This exercise calls for copying every line below that holds the word "bends".

## EXCERPTED DATA
--- START ---
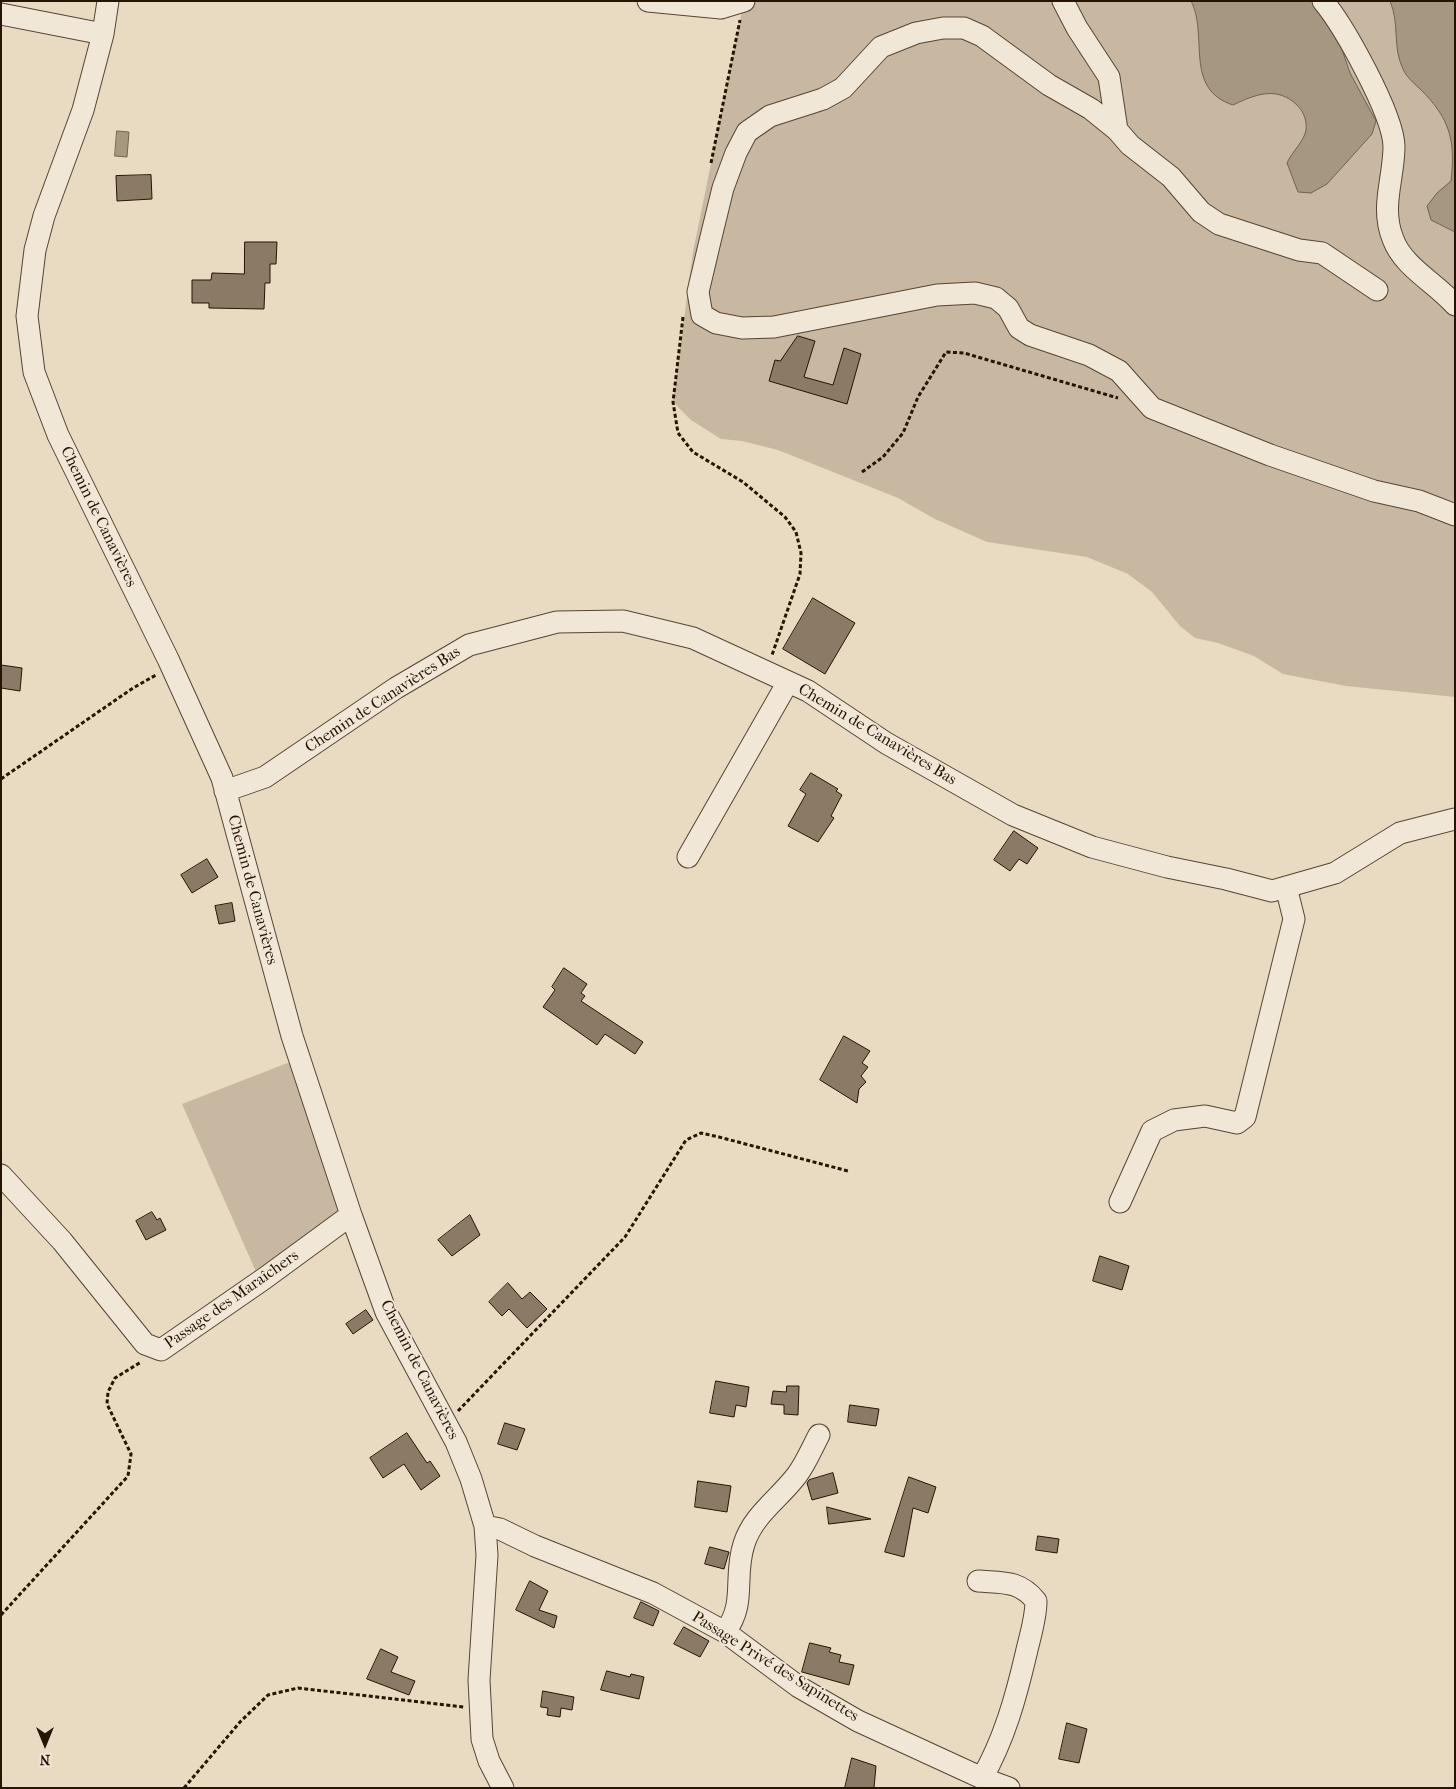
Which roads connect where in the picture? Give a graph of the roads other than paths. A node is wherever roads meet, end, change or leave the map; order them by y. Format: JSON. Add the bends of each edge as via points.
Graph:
--- END ---
--- START ---
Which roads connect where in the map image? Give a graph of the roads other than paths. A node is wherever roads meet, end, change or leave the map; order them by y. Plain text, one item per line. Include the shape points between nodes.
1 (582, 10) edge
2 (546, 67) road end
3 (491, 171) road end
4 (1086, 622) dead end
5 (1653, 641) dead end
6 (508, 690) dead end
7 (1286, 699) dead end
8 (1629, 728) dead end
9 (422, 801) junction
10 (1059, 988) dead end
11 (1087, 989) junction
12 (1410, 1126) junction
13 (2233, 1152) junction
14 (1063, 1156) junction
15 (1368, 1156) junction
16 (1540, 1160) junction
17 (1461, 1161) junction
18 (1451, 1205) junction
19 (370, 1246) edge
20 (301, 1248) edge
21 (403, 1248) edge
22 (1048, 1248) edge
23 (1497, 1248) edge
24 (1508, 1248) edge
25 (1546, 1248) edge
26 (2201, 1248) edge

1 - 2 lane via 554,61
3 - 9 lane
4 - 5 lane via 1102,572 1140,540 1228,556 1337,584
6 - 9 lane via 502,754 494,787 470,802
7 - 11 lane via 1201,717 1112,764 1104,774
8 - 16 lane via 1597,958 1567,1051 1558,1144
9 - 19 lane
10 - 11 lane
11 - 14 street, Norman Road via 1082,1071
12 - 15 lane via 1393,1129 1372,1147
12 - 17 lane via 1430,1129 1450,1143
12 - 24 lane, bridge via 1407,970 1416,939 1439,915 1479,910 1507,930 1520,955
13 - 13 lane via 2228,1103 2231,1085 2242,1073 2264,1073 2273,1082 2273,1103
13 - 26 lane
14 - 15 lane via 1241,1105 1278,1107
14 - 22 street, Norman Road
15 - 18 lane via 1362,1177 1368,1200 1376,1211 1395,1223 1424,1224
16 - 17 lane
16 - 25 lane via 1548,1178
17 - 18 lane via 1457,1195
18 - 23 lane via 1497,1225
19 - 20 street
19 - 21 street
--- END ---
--- START ---
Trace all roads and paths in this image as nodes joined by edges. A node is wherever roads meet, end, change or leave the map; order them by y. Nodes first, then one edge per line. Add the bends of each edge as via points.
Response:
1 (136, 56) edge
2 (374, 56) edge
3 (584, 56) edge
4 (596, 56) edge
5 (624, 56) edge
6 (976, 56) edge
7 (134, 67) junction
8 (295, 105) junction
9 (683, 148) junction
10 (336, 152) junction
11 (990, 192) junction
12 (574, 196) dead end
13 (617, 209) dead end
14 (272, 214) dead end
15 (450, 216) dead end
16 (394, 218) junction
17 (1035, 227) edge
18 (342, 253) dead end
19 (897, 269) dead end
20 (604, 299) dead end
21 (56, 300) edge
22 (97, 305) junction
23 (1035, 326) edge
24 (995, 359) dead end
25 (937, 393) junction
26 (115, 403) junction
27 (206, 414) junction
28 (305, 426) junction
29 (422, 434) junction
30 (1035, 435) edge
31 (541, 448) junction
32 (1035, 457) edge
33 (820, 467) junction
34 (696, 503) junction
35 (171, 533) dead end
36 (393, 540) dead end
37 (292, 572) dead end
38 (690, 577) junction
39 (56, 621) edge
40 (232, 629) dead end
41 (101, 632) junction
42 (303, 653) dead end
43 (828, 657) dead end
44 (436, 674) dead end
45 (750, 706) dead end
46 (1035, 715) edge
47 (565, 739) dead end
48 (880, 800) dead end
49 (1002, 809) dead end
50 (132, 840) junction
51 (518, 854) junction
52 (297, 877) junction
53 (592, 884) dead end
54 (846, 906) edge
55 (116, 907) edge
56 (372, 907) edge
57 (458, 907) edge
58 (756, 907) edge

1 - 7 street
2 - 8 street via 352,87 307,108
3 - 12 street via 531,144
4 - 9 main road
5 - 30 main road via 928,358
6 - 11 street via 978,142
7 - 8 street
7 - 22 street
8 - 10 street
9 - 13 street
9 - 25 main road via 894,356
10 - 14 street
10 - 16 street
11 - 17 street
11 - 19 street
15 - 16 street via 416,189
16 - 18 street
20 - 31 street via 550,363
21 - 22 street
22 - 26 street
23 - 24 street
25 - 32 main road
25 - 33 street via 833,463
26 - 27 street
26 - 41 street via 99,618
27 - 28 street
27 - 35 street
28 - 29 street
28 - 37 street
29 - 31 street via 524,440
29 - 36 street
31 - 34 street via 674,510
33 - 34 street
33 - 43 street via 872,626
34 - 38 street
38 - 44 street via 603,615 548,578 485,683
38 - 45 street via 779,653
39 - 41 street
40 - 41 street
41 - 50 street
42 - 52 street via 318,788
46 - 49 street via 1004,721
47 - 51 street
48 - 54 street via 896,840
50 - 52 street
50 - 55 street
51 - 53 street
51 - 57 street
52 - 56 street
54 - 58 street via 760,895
--- END ---
## REPLY
Which roads connect where in the picture? Give a graph of the roads other than paths. A node is wherever roads meet, end, change or leave the map; order them by y. Format: JSON. Add the bends of each edge as via points.
Trace all roads and paths in this image as nodes joined by edges. A node is wherever roads meet, end, change or leave the map; order them by y. Nodes first, then one edge per line. Add the bends of each edge as via points.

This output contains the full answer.